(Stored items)
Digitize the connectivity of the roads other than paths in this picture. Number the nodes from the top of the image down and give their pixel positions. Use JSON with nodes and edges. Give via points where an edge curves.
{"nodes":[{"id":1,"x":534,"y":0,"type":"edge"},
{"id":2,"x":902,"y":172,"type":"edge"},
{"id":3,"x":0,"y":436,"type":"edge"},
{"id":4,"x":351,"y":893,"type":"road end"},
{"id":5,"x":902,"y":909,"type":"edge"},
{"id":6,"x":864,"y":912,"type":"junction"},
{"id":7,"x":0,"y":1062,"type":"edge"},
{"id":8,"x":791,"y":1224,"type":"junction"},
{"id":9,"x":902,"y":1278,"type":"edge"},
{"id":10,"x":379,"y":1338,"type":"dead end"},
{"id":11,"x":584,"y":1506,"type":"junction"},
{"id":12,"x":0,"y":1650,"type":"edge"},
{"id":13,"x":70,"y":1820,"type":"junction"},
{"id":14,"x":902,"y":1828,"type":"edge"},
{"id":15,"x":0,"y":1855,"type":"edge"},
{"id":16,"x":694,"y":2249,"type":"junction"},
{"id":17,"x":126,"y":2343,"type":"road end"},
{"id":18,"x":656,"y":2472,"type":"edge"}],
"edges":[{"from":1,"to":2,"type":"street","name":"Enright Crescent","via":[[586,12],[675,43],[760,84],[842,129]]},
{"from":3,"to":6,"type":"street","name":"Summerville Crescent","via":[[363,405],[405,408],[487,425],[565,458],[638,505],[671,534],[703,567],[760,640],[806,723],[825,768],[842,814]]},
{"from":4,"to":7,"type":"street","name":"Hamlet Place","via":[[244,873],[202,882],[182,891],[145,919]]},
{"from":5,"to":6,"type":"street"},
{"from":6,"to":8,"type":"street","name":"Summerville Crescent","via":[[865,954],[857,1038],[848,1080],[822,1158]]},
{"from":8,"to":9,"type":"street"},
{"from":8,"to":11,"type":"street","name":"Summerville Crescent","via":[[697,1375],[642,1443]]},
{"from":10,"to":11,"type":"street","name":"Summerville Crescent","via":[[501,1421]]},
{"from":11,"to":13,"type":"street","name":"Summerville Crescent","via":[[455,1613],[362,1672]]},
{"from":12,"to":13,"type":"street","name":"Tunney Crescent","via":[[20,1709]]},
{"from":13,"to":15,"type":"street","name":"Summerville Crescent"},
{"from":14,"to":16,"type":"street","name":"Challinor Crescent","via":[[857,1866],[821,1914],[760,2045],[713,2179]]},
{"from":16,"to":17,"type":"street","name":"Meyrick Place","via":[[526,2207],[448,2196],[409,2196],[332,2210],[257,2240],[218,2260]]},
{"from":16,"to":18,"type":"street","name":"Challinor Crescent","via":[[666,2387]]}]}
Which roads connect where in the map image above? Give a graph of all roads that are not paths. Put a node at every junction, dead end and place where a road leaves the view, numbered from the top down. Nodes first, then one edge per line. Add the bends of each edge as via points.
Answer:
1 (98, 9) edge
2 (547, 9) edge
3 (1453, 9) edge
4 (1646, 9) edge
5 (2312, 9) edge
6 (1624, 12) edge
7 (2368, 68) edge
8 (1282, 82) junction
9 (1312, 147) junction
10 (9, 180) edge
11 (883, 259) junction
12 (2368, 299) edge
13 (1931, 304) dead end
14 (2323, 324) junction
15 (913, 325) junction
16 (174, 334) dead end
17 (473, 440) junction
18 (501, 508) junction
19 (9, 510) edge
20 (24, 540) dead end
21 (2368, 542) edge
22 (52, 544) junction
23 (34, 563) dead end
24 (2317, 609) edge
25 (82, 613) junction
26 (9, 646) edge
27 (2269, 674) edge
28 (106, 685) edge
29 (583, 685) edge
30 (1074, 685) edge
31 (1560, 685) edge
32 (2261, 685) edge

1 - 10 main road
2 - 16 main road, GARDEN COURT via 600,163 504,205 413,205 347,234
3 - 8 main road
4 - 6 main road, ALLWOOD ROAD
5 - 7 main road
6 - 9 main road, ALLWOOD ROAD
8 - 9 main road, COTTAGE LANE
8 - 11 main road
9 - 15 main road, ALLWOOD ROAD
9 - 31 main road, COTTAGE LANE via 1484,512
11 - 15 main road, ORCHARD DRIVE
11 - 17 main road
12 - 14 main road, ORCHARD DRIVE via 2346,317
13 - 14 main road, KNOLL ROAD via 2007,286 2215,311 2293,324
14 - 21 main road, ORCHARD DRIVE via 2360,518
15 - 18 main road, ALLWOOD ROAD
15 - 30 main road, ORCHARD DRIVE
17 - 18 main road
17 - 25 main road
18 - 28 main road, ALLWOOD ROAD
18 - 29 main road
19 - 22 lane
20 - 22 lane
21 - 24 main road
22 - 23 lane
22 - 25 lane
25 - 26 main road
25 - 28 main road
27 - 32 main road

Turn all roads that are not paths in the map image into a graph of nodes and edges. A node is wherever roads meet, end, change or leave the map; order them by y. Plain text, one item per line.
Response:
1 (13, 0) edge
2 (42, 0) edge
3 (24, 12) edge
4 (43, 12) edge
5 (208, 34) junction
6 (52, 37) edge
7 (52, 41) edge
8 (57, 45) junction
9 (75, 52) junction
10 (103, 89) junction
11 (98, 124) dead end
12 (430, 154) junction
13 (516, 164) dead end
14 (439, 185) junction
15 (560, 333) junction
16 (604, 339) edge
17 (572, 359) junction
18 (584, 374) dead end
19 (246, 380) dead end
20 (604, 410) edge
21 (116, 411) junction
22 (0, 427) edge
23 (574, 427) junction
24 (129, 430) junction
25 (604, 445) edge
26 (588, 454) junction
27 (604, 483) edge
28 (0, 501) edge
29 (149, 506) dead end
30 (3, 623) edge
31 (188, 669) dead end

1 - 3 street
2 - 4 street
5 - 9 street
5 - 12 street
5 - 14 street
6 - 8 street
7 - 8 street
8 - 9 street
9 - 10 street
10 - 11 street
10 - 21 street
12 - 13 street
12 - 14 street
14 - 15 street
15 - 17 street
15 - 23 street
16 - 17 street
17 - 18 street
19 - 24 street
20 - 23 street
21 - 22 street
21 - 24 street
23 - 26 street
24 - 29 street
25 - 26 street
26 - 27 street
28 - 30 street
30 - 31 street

- WHAT THIS TASK INVOLVES
Reproduce every line from the entries that holds the word "ORCHARD".

- ANSWER SECTION
11 - 15 main road, ORCHARD DRIVE
12 - 14 main road, ORCHARD DRIVE via 2346,317
14 - 21 main road, ORCHARD DRIVE via 2360,518
15 - 30 main road, ORCHARD DRIVE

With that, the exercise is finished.